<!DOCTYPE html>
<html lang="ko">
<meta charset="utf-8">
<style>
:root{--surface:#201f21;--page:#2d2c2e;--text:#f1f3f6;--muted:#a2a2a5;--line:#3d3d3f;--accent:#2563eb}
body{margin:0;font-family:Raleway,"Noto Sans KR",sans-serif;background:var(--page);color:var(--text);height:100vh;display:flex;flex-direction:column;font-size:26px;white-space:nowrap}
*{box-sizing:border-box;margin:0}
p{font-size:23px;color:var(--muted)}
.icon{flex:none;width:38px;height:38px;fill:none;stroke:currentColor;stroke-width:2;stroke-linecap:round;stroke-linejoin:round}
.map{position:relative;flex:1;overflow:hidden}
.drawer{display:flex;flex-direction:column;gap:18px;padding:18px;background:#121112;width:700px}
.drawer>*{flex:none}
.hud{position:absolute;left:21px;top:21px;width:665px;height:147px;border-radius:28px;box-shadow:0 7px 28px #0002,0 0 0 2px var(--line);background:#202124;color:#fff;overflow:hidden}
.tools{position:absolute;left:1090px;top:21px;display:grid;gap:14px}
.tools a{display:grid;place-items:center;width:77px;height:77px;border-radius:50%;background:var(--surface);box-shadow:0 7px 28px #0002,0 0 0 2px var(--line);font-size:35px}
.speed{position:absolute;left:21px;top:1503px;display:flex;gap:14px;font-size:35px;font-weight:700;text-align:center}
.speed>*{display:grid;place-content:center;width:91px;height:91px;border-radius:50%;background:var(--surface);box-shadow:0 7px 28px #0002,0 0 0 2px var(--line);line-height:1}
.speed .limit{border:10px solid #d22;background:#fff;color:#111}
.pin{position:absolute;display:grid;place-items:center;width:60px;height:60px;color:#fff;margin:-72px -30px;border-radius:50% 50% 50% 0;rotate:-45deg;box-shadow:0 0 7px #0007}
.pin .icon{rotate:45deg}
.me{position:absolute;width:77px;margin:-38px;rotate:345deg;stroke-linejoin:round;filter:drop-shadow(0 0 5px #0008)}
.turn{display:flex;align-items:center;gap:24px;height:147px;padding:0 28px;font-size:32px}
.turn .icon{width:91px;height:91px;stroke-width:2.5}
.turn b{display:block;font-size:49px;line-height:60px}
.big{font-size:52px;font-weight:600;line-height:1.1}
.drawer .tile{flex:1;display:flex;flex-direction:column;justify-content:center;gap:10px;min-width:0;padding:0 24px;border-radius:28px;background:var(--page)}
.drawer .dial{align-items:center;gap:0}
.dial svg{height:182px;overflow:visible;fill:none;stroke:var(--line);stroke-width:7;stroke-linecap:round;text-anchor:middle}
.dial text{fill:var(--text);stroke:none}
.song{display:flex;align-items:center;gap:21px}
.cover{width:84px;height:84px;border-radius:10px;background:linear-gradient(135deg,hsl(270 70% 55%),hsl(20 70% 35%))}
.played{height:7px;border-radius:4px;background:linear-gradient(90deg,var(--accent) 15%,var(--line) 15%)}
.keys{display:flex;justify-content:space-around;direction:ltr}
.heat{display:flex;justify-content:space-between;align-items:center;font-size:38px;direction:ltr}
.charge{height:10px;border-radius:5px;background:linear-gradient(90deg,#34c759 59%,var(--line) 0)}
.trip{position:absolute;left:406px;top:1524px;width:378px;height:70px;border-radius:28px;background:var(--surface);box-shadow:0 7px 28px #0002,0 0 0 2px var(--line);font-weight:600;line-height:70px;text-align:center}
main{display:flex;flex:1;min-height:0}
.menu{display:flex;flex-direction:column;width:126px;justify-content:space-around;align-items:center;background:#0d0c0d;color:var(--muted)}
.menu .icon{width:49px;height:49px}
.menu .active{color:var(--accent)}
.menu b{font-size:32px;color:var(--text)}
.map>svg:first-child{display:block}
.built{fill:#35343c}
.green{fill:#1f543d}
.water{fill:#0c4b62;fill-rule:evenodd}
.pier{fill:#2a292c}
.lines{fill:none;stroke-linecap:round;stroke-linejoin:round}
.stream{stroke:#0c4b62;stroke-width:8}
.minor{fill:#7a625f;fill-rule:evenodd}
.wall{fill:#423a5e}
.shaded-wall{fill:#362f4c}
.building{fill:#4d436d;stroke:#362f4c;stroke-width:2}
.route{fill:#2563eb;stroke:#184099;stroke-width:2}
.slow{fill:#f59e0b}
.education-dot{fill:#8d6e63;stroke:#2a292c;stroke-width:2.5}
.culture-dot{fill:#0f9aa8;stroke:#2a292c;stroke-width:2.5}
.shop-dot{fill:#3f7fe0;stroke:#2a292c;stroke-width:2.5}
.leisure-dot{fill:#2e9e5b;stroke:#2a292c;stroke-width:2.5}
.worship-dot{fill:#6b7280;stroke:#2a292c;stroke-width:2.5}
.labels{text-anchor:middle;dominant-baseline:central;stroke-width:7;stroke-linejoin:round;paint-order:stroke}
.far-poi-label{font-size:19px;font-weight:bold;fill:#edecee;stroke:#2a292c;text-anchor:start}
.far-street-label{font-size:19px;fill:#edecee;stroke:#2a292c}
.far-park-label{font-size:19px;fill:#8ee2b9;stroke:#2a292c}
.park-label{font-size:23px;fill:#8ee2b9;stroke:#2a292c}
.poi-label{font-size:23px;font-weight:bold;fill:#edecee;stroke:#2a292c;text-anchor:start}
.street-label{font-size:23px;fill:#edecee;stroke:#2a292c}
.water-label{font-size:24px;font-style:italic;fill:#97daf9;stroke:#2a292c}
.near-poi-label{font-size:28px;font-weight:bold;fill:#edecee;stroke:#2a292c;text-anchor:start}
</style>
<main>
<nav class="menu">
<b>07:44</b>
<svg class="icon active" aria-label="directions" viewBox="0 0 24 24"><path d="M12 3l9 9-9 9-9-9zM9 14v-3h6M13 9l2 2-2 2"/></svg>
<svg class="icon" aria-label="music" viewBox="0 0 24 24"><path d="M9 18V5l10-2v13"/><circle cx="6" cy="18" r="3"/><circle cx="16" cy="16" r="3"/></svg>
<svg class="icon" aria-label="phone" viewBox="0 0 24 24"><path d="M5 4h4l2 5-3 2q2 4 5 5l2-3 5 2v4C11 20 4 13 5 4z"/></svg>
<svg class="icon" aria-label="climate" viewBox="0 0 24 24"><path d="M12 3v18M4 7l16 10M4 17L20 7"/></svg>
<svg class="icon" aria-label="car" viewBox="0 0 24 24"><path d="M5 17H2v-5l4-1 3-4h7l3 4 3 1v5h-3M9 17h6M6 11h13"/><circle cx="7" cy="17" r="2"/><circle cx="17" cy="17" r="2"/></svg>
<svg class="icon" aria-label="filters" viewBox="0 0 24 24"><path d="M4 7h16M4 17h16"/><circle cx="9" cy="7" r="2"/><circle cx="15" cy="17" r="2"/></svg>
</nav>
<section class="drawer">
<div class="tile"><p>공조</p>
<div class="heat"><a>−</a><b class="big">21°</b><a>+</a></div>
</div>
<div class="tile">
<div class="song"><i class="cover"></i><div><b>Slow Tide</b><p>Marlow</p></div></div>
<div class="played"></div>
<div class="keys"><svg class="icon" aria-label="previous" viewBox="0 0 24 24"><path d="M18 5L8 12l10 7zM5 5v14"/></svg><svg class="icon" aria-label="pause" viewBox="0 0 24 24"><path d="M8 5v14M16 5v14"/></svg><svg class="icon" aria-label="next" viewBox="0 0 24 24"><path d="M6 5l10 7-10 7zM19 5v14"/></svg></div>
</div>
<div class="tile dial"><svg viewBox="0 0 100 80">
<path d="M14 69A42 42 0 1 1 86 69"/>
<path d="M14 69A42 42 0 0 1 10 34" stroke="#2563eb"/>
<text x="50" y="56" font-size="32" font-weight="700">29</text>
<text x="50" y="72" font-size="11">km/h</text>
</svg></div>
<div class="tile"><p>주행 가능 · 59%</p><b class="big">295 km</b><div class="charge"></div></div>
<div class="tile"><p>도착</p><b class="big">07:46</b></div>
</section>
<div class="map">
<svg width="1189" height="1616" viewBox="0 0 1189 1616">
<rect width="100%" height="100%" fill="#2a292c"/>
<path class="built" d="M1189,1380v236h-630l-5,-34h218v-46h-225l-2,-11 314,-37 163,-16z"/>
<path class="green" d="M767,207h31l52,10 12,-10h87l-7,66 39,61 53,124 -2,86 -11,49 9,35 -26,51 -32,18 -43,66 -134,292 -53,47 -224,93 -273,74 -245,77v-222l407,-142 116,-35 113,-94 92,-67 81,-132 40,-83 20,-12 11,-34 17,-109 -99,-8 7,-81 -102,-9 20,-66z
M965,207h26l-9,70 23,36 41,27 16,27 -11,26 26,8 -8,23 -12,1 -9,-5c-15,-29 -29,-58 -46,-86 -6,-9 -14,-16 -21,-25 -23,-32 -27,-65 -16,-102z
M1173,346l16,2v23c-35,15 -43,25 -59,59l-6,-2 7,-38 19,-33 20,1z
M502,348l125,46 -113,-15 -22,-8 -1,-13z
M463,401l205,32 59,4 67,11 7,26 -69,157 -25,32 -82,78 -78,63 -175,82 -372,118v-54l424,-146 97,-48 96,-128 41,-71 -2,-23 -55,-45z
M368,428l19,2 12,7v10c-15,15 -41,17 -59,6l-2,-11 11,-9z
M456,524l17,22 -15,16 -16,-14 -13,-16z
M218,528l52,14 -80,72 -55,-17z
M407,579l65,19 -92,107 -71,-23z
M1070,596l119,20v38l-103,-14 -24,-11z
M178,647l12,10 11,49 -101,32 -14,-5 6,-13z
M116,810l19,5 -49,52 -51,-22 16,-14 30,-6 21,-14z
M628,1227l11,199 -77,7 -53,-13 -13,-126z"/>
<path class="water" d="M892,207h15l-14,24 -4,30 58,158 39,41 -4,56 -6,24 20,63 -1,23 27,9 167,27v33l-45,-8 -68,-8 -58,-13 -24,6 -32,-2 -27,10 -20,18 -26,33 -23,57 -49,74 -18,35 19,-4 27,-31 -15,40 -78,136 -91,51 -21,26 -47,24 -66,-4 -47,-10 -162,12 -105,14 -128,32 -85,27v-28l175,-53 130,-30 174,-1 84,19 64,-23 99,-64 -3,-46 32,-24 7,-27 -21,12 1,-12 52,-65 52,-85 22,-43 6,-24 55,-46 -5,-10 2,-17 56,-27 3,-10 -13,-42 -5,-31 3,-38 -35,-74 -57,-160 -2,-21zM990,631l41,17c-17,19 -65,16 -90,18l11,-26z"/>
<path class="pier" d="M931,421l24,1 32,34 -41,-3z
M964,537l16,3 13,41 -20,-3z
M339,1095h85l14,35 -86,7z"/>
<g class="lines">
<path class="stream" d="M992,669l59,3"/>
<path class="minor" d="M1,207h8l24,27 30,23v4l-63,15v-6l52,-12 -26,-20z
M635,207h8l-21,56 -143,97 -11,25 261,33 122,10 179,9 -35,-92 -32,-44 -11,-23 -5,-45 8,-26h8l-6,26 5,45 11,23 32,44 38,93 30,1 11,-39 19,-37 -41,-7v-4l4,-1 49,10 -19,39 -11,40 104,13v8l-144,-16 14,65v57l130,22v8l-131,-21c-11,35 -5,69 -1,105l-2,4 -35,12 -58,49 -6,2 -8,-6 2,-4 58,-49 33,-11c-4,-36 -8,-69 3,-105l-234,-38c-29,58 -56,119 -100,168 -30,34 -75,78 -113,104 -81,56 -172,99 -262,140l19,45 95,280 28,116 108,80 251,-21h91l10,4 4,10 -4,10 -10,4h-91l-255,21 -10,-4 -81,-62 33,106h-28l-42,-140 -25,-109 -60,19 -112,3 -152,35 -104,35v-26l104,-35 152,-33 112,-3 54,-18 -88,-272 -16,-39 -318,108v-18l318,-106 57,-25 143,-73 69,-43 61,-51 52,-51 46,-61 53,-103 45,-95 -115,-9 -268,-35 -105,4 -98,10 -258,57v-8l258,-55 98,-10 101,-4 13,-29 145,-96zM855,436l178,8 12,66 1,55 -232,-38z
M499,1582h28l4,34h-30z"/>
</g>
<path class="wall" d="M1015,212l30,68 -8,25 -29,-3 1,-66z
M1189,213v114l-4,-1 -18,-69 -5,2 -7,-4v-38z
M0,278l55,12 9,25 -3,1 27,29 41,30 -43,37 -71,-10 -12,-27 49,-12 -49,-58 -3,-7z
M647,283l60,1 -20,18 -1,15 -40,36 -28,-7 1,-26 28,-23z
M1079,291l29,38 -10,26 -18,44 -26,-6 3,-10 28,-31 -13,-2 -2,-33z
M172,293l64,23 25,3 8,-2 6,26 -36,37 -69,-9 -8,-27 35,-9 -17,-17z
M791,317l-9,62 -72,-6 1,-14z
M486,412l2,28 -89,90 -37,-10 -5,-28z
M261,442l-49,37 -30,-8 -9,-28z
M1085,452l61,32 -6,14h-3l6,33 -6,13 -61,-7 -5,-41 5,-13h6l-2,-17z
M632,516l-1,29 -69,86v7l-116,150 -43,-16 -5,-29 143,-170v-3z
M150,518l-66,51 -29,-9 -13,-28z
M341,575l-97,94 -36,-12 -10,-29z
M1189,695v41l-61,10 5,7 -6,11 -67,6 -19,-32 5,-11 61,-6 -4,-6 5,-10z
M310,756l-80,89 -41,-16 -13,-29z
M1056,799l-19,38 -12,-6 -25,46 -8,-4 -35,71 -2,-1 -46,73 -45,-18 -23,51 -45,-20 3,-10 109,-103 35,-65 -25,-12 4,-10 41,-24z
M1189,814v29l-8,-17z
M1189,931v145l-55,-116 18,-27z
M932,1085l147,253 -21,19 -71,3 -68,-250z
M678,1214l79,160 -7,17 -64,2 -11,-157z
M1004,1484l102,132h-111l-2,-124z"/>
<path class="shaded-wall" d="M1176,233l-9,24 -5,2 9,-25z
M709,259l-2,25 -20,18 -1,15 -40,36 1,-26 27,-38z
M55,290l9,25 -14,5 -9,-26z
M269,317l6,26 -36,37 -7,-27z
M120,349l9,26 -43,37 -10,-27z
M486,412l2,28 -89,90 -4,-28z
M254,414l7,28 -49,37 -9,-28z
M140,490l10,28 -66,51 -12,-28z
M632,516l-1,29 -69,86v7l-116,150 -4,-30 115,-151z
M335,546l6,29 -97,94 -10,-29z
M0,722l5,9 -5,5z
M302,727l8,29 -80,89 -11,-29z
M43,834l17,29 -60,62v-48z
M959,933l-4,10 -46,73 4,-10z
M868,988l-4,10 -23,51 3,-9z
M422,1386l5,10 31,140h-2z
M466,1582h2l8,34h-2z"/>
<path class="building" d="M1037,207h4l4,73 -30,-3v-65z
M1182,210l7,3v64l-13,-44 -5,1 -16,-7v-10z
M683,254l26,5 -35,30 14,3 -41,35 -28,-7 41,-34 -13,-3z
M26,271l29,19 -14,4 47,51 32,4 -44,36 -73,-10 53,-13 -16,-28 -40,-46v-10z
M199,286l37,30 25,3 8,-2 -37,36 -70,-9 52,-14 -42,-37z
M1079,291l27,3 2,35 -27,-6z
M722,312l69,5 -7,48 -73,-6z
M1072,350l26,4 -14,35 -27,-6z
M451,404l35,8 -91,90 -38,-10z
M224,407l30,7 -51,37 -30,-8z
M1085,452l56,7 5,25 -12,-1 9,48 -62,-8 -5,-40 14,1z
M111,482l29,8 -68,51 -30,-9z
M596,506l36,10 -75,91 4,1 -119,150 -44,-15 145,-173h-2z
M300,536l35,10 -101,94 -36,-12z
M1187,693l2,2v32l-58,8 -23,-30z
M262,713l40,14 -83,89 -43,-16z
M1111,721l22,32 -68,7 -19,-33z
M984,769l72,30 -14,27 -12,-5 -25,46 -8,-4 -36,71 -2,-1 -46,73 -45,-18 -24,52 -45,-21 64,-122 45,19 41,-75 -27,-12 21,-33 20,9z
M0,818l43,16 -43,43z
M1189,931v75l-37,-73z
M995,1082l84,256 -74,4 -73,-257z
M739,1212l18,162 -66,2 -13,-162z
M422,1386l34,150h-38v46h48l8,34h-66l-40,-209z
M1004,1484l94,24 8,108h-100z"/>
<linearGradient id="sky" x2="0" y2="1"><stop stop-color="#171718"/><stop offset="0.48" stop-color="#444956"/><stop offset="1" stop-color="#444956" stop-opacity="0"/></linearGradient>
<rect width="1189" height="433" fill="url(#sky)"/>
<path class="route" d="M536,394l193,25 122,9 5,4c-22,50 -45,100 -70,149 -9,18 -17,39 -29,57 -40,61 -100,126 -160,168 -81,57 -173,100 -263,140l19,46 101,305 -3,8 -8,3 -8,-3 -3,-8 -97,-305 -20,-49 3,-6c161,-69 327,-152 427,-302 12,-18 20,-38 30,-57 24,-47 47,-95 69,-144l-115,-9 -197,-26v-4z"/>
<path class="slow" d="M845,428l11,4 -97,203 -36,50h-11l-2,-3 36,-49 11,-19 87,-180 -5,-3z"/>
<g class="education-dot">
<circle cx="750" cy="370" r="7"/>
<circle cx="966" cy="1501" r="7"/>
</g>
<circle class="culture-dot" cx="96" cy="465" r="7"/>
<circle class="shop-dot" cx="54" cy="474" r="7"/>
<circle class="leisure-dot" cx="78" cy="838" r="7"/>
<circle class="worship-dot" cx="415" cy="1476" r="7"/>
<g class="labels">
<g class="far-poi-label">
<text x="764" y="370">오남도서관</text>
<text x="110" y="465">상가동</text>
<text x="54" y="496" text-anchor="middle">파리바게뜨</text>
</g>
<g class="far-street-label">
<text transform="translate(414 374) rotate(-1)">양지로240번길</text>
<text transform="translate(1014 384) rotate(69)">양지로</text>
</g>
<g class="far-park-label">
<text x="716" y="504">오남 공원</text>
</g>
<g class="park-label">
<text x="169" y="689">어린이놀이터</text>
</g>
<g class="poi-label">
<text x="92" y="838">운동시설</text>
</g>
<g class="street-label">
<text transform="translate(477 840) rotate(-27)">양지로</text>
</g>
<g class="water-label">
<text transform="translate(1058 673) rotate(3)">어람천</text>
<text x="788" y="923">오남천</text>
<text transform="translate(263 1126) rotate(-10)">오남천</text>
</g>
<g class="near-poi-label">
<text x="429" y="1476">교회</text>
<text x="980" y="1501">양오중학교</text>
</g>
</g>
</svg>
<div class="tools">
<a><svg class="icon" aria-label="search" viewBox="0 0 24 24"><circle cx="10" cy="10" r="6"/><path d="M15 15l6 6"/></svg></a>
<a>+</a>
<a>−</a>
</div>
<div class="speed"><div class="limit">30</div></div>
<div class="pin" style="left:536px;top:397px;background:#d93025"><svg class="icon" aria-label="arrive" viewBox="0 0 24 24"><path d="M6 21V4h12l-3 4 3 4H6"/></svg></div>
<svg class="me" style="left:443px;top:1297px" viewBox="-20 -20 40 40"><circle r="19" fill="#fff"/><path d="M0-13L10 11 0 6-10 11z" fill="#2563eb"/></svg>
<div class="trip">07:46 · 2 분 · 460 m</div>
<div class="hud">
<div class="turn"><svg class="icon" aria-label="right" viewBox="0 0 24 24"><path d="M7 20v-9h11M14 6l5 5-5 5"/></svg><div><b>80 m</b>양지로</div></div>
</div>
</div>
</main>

§ REQUIRED ACTION:
Check each line in the records above for the word "linecap". Return those that have it.

§ RESPONSE BELOW:
.icon{flex:none;width:38px;height:38px;fill:none;stroke:currentColor;stroke-width:2;stroke-linecap:round;stroke-linejoin:round}
.dial svg{height:182px;overflow:visible;fill:none;stroke:var(--line);stroke-width:7;stroke-linecap:round;text-anchor:middle}
.lines{fill:none;stroke-linecap:round;stroke-linejoin:round}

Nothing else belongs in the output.